Gens de l’Amérique

 

A voir ces photos réquisitoires, il semble que les mots de Marion Post Wolcott (1910-1990), une des photographes qui figurent dans ce bel ouvrage, soient la première et la meilleure légende qui puisse les accompagner toutes: « Faites parler vos images avec votre cœur et votre âme ». Des photos pour certaines largement diffusées et exploitées mais dont l’attrait pourtant ne s’use pas.  Parce qu’elles portent comme un sceau d’humanité qui, apposé par l’objectif sur chacune d’entre elles, leur donne une charge émotive, poétique, authentique. Pas de distance qui fausserait le regard, au contraire, il s’établit une proximité de sincérité avec ces bâtisseurs de ponts, ces mineurs qui éclairent les ombres de leur visage par un sourire viril, ces cultivateurs courbés dans les champs, ces femmes qui malgré l’indigence veillent aux soins des enfants. Marion Post Wolcott, « en guerre photographique », suit les errances, les attentes et les lassitudes au plus près, cadre dans l’instant où elle est surprise la vérité des attitudes.

Adoptant une approche plus engagée socialement de ses sujets, prenant des angles qui servent sa démarche, Dorothea Lange dénonce la précarité et la dureté des conditions de vie des pionniers, des migrants, des déshérités noirs et blancs de l’Amérique de la Grande Dépression et de la crise de 1929 qui, selon les mots de Thierry Grillet, « a couché l’Amérique sur le bas-côté ».

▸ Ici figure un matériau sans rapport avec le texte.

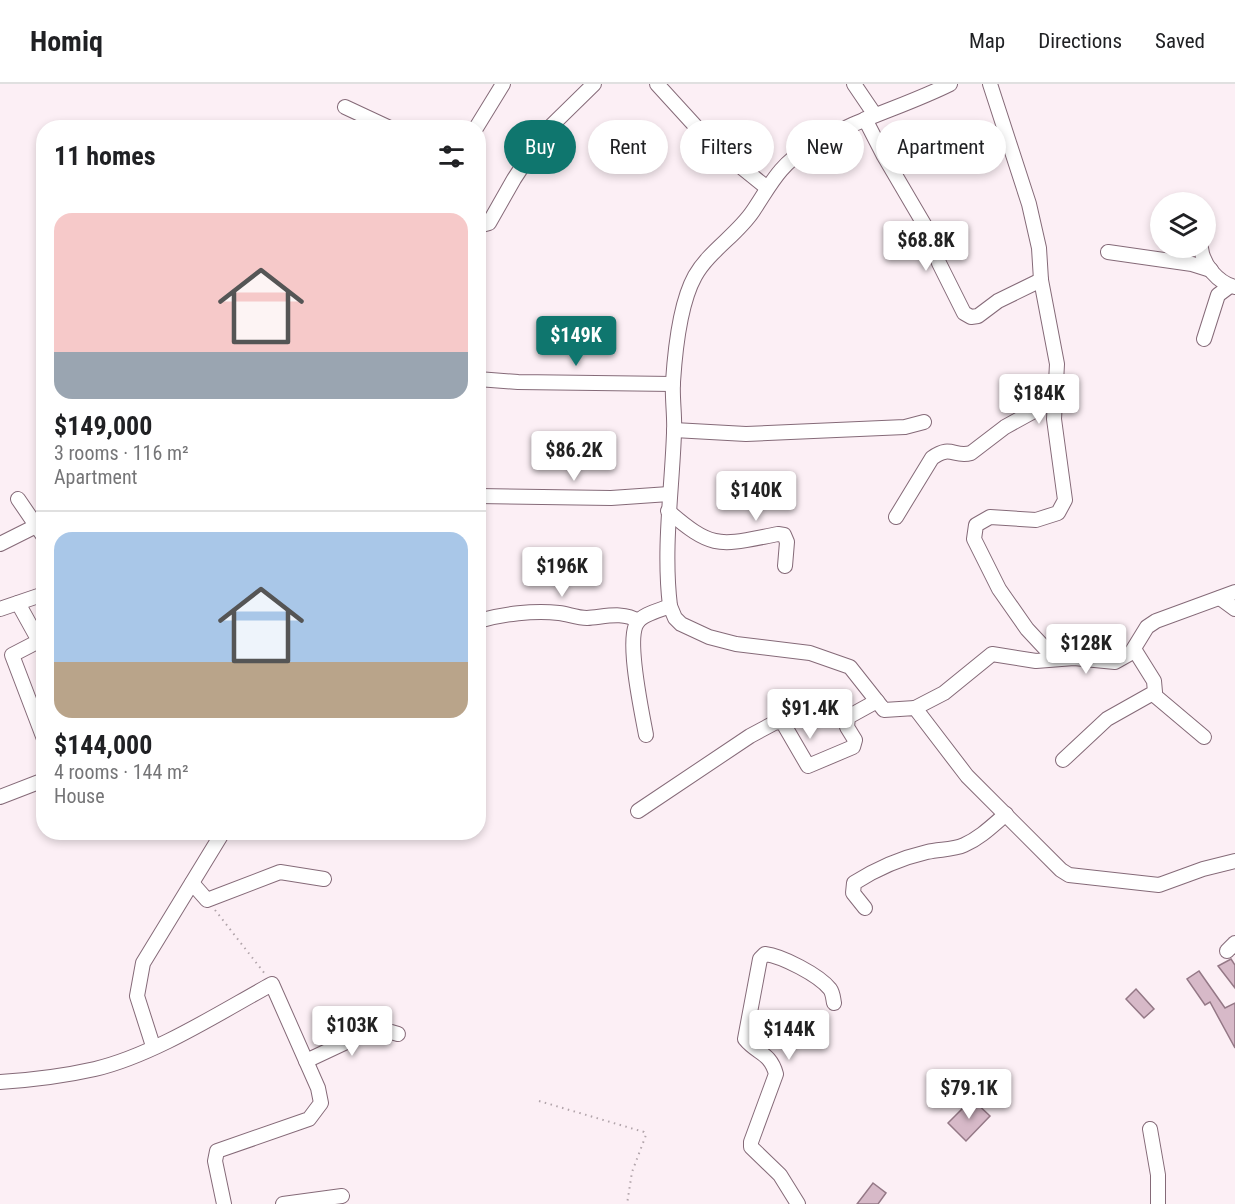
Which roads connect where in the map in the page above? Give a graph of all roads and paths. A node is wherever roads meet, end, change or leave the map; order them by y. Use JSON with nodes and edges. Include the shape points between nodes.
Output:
{"nodes":[{"id":1,"x":503,"y":84,"type":"edge"},
{"id":2,"x":594,"y":84,"type":"edge"},
{"id":3,"x":657,"y":84,"type":"edge"},
{"id":4,"x":854,"y":84,"type":"edge"},
{"id":5,"x":950,"y":84,"type":"edge"},
{"id":6,"x":990,"y":84,"type":"edge"},
{"id":7,"x":345,"y":107,"type":"dead end"},
{"id":8,"x":870,"y":117,"type":"junction"},
{"id":9,"x":373,"y":120,"type":"edge"},
{"id":10,"x":481,"y":120,"type":"edge"},
{"id":11,"x":766,"y":187,"type":"junction"},
{"id":12,"x":486,"y":224,"type":"edge"},
{"id":13,"x":1108,"y":252,"type":"dead end"},
{"id":14,"x":1204,"y":258,"type":"edge"},
{"id":15,"x":1211,"y":270,"type":"junction"},
{"id":16,"x":1041,"y":280,"type":"junction"},
{"id":17,"x":1232,"y":286,"type":"edge"},
{"id":18,"x":1204,"y":339,"type":"dead end"},
{"id":19,"x":486,"y":380,"type":"edge"},
{"id":20,"x":673,"y":384,"type":"junction"},
{"id":21,"x":1054,"y":400,"type":"junction"},
{"id":22,"x":924,"y":422,"type":"dead end"},
{"id":23,"x":674,"y":430,"type":"junction"},
{"id":24,"x":669,"y":494,"type":"junction"},
{"id":25,"x":486,"y":496,"type":"edge"},
{"id":26,"x":18,"y":499,"type":"dead end"},
{"id":27,"x":668,"y":511,"type":"junction"},
{"id":28,"x":896,"y":517,"type":"dead end"},
{"id":29,"x":36,"y":526,"type":"edge"},
{"id":30,"x":36,"y":533,"type":"edge"},
{"id":31,"x":0,"y":544,"type":"edge"},
{"id":32,"x":785,"y":566,"type":"dead end"},
{"id":33,"x":1235,"y":592,"type":"edge"},
{"id":34,"x":36,"y":597,"type":"edge"},
{"id":35,"x":1220,"y":598,"type":"junction"},
{"id":36,"x":18,"y":603,"type":"junction"},
{"id":37,"x":670,"y":606,"type":"junction"},
{"id":38,"x":0,"y":609,"type":"edge"},
{"id":39,"x":1235,"y":609,"type":"edge"},
{"id":40,"x":486,"y":618,"type":"edge"},
{"id":41,"x":638,"y":621,"type":"junction"},
{"id":42,"x":36,"y":636,"type":"edge"},
{"id":43,"x":36,"y":643,"type":"edge"},
{"id":44,"x":1134,"y":649,"type":"junction"},
{"id":45,"x":1055,"y":658,"type":"junction"},
{"id":46,"x":1153,"y":694,"type":"junction"},
{"id":47,"x":877,"y":701,"type":"junction"},
{"id":48,"x":915,"y":708,"type":"junction"},
{"id":49,"x":36,"y":718,"type":"edge"},
{"id":50,"x":646,"y":735,"type":"dead end"},
{"id":51,"x":1204,"y":737,"type":"dead end"},
{"id":52,"x":1063,"y":760,"type":"dead end"},
{"id":53,"x":36,"y":783,"type":"edge"},
{"id":54,"x":0,"y":797,"type":"edge"},
{"id":55,"x":638,"y":811,"type":"dead end"},
{"id":56,"x":1006,"y":814,"type":"junction"},
{"id":57,"x":218,"y":840,"type":"edge"},
{"id":58,"x":1235,"y":861,"type":"edge"},
{"id":59,"x":324,"y":879,"type":"dead end"},
{"id":60,"x":192,"y":883,"type":"junction"},
{"id":61,"x":207,"y":900,"type":"junction"},
{"id":62,"x":865,"y":908,"type":"dead end"},
{"id":63,"x":272,"y":984,"type":"junction"},
{"id":64,"x":834,"y":1003,"type":"dead end"},
{"id":65,"x":398,"y":1034,"type":"dead end"},
{"id":66,"x":153,"y":1046,"type":"junction"},
{"id":67,"x":306,"y":1061,"type":"junction"},
{"id":68,"x":0,"y":1082,"type":"edge"},
{"id":69,"x":539,"y":1101,"type":"dead end"},
{"id":70,"x":1150,"y":1130,"type":"dead end"},
{"id":71,"x":342,"y":1196,"type":"dead end"},
{"id":72,"x":224,"y":1204,"type":"edge"},
{"id":73,"x":283,"y":1204,"type":"edge"},
{"id":74,"x":627,"y":1204,"type":"edge"},
{"id":75,"x":798,"y":1204,"type":"edge"},
{"id":76,"x":1158,"y":1204,"type":"edge"}],
"edges":[{"from":1,"to":10,"type":"street"},
{"from":2,"to":12,"type":"street","via":[[545,132]]},
{"from":3,"to":11,"type":"street","via":[[709,141]]},
{"from":4,"to":8,"type":"street"},
{"from":5,"to":8,"type":"street","via":[[916,102]]},
{"from":6,"to":16,"type":"street","via":[[1029,204],[1039,248]]},
{"from":7,"to":9,"type":"street"},
{"from":8,"to":11,"type":"street","via":[[808,147],[783,166]]},
{"from":8,"to":16,"type":"street","via":[[884,156],[928,231],[964,313],[978,316],[998,301]]},
{"from":11,"to":20,"type":"street","via":[[752,212],[695,276],[685,302]]},
{"from":13,"to":15,"type":"street"},
{"from":14,"to":15,"type":"street"},
{"from":15,"to":17,"type":"street"},
{"from":16,"to":21,"type":"street","via":[[1057,364]]},
{"from":17,"to":18,"type":"street","via":[[1218,295]]},
{"from":19,"to":20,"type":"street"},
{"from":20,"to":23,"type":"street"},
{"from":21,"to":28,"type":"street","via":[[1005,427],[971,453],[950,450],[932,458]]},
{"from":21,"to":45,"type":"street","via":[[1065,500],[1058,513],[1036,520],[990,517],[976,525],[974,539],[999,590],[1027,629]]},
{"from":22,"to":23,"type":"street","via":[[905,427],[767,434]]},
{"from":23,"to":24,"type":"street"},
{"from":24,"to":25,"type":"street","via":[[611,498]]},
{"from":24,"to":27,"type":"street"},
{"from":26,"to":29,"type":"street"},
{"from":27,"to":32,"type":"street","via":[[693,533],[716,542],[784,535]]},
{"from":27,"to":37,"type":"street"},
{"from":30,"to":31,"type":"street"},
{"from":33,"to":35,"type":"street"},
{"from":34,"to":36,"type":"street"},
{"from":35,"to":39,"type":"street"},
{"from":35,"to":44,"type":"street","via":[[1156,621],[1147,627]]},
{"from":36,"to":38,"type":"street"},
{"from":36,"to":42,"type":"street"},
{"from":37,"to":41,"type":"street"},
{"from":37,"to":47,"type":"street","via":[[681,624],[709,638],[810,652],[835,660],[850,667]]},
{"from":40,"to":41,"type":"street","via":[[556,613],[584,618],[620,615]]},
{"from":41,"to":50,"type":"street","via":[[634,655]]},
{"from":43,"to":49,"type":"street","via":[[12,655]]},
{"from":44,"to":45,"type":"street","via":[[1115,662]]},
{"from":44,"to":46,"type":"street","via":[[1154,681]]},
{"from":45,"to":48,"type":"street","via":[[1036,661],[992,654],[944,693]]},
{"from":46,"to":51,"type":"street"},
{"from":46,"to":52,"type":"street","via":[[1107,719]]},
{"from":47,"to":48,"type":"street","via":[[890,711]]},
{"from":47,"to":55,"type":"street","via":[[848,717],[847,727],[855,740],[853,747],[808,766],[783,723],[776,722]]},
{"from":48,"to":56,"type":"street","via":[[967,776]]},
{"from":53,"to":54,"type":"street"},
{"from":56,"to":58,"type":"street","via":[[1069,875],[1158,885]]},
{"from":56,"to":62,"type":"street","via":[[962,846],[895,862],[854,883],[853,893]]},
{"from":57,"to":60,"type":"street"},
{"from":59,"to":61,"type":"street","via":[[280,872]]},
{"from":60,"to":61,"type":"street"},
{"from":60,"to":66,"type":"street","via":[[143,963],[137,996]]},
{"from":61,"to":63,"type":"path"},
{"from":63,"to":66,"type":"street"},
{"from":63,"to":67,"type":"street"},
{"from":64,"to":75,"type":"street","via":[[829,988],[807,971],[772,955],[765,954],[760,959],[745,1039],[766,1055],[776,1074],[751,1147],[780,1175]]},
{"from":65,"to":67,"type":"street","via":[[372,1030]]},
{"from":66,"to":68,"type":"street","via":[[97,1068]]},
{"from":67,"to":72,"type":"street","via":[[318,1088],[319,1108],[309,1119],[217,1150],[215,1161]]},
{"from":69,"to":74,"type":"path","via":[[644,1132],[646,1140],[632,1172]]},
{"from":70,"to":76,"type":"street","via":[[1158,1175]]},
{"from":71,"to":73,"type":"street"}]}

On lit en même temps Les raisins de la colère de John Steinbeck quand on tourne lentement ces pages où s’éclaire dans toute son étendue le cliché dans une esthétique à la fois forte, subtile, presque spiritualisée par ces visages rapprochés, ces objets dérisoires qui accompagnent les jours d’efforts et les années de labeur des émigrés venus de loin, voyageant avec tous leurs biens, s’installant sous un pont à Marysville en Californie ou luttant contre le désert environnant au Texas. Ils croyaient en une Amérique pour tous, ils découvrent un univers impitoyable où ils n’ont pas leur place. Le discours de cette grande artiste est celui du militant qui se révolte avec l’arme qu’il possède, un appareil photo. Pour témoigner. En jouant sur les contrastes, en captant le moment où intervient le destin, Dorothea Lange restitue dans le dénuement la dignité des hommes, des femmes, des enfants qui avancent dans leur aventure à mesure qu’ils marchent sur les longues routes américaines.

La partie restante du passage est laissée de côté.